(Beginning of SOURCE MATERIAL)

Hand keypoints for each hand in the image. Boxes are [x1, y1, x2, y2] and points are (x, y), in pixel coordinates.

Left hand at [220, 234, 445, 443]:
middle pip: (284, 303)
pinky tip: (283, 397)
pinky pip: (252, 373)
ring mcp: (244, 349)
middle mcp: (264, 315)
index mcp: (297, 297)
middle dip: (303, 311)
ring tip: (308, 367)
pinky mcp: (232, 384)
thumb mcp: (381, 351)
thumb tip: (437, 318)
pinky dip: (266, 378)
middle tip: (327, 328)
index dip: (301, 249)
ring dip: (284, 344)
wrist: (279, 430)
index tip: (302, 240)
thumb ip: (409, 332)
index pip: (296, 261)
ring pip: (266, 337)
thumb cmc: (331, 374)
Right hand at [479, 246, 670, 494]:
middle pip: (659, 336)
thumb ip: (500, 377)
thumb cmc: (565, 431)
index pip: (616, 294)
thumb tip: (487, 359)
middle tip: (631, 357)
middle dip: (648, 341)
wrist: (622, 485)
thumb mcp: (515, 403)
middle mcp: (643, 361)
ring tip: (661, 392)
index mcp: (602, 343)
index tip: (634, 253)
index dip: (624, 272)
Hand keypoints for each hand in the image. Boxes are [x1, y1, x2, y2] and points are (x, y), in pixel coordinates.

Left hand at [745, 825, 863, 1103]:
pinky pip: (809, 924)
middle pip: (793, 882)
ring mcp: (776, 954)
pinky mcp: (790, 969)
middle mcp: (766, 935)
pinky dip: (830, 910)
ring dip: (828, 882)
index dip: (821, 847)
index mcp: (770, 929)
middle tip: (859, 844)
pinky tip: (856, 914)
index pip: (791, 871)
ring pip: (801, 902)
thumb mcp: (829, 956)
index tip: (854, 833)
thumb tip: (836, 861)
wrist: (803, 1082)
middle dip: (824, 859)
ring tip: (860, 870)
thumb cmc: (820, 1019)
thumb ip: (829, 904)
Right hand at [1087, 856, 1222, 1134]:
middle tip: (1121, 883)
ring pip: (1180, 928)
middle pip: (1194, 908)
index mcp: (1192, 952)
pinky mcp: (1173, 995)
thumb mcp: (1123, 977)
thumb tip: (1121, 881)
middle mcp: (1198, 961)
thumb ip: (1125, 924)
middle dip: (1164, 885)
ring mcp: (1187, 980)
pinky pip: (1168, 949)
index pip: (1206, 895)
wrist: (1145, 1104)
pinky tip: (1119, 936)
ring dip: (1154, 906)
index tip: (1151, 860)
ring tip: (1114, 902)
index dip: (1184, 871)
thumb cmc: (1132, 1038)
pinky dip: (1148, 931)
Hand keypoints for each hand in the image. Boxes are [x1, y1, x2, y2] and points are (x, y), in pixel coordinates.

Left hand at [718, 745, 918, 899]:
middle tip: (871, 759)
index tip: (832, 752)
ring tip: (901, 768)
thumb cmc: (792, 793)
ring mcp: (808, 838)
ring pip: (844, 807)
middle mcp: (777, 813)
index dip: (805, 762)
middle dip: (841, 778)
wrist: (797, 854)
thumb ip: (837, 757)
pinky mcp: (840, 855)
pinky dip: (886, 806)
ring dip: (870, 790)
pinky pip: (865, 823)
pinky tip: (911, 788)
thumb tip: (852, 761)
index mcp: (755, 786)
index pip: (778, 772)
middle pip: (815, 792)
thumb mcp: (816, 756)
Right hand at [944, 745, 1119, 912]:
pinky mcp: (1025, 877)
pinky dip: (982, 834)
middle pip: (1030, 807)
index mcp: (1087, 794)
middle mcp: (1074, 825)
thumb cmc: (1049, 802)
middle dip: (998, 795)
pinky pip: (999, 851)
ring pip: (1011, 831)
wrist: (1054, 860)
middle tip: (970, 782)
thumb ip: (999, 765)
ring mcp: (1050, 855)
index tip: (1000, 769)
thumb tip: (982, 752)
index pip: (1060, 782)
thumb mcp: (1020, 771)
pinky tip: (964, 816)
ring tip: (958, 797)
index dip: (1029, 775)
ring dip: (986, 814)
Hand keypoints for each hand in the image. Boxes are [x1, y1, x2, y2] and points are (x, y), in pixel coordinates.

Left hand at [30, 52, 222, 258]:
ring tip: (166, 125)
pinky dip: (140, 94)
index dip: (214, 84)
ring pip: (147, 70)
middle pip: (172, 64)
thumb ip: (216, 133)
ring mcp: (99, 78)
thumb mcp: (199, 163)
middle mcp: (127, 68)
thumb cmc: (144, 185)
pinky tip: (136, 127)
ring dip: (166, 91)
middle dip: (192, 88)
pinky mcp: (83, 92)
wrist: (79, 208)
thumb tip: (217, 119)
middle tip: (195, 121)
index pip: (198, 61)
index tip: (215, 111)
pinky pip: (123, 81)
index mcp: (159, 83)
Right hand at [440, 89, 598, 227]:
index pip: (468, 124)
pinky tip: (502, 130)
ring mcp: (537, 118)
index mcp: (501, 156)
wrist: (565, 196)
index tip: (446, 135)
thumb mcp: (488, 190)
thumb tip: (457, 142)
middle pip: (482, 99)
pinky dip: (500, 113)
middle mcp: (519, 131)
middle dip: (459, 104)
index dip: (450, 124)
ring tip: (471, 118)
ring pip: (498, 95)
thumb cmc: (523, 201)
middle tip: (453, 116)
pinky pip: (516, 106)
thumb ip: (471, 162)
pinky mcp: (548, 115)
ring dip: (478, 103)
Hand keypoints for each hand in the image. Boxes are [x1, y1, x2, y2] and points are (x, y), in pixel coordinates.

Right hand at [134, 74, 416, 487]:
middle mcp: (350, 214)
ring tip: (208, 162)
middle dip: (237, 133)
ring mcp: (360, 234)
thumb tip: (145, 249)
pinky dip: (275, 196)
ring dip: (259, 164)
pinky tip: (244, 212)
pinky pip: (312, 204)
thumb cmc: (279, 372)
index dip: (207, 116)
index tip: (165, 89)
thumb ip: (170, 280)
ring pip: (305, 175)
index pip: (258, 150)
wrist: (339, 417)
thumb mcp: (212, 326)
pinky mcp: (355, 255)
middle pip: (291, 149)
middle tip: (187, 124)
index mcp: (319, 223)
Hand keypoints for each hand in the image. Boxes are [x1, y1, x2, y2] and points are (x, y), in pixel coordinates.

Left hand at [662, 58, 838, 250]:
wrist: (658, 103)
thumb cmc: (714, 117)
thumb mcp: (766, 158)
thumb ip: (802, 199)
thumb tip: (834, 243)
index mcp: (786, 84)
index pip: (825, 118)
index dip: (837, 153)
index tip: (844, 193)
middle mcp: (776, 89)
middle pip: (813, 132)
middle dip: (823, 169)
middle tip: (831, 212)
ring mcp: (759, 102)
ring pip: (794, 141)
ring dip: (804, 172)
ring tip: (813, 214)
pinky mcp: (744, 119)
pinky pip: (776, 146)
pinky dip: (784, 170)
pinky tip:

(End of SOURCE MATERIAL)

- **ASSIGNMENT**
The lines needed run from the first line of the data through the line containing "ring dip: (828, 882)"; give them again exactly and nothing else.

- **YOUR RESPONSE**
Hand keypoints for each hand in the image. Boxes are [x1, y1, x2, y2] and points are (x, y), in pixel coordinates.

Left hand at [220, 234, 445, 443]:
middle pip: (284, 303)
pinky tip: (283, 397)
pinky pip: (252, 373)
ring mcp: (244, 349)
middle mcp: (264, 315)
index mcp: (297, 297)
middle dip: (303, 311)
ring tip: (308, 367)
pinky mcp: (232, 384)
thumb mcp: (381, 351)
thumb tip: (437, 318)
pinky dip: (266, 378)
middle tip: (327, 328)
index dip: (301, 249)
ring dip: (284, 344)
wrist: (279, 430)
index tip: (302, 240)
thumb ip: (409, 332)
index pip: (296, 261)
ring pip: (266, 337)
thumb cmc: (331, 374)
Right hand at [479, 246, 670, 494]:
middle pip: (659, 336)
thumb ip: (500, 377)
thumb cmc: (565, 431)
index pip: (616, 294)
thumb tip: (487, 359)
middle tip: (631, 357)
middle dip: (648, 341)
wrist: (622, 485)
thumb mcp: (515, 403)
middle mcp: (643, 361)
ring tip: (661, 392)
index mcp: (602, 343)
index tip: (634, 253)
index dip: (624, 272)
Hand keypoints for each hand in the image. Boxes are [x1, y1, x2, y2] and points are (x, y), in pixel coordinates.

Left hand at [745, 825, 863, 1103]:
pinky pip: (809, 924)
middle pip: (793, 882)
ring mcp: (776, 954)
pinky mcp: (790, 969)
middle mcp: (766, 935)
pinky dip: (830, 910)
ring dip: (828, 882)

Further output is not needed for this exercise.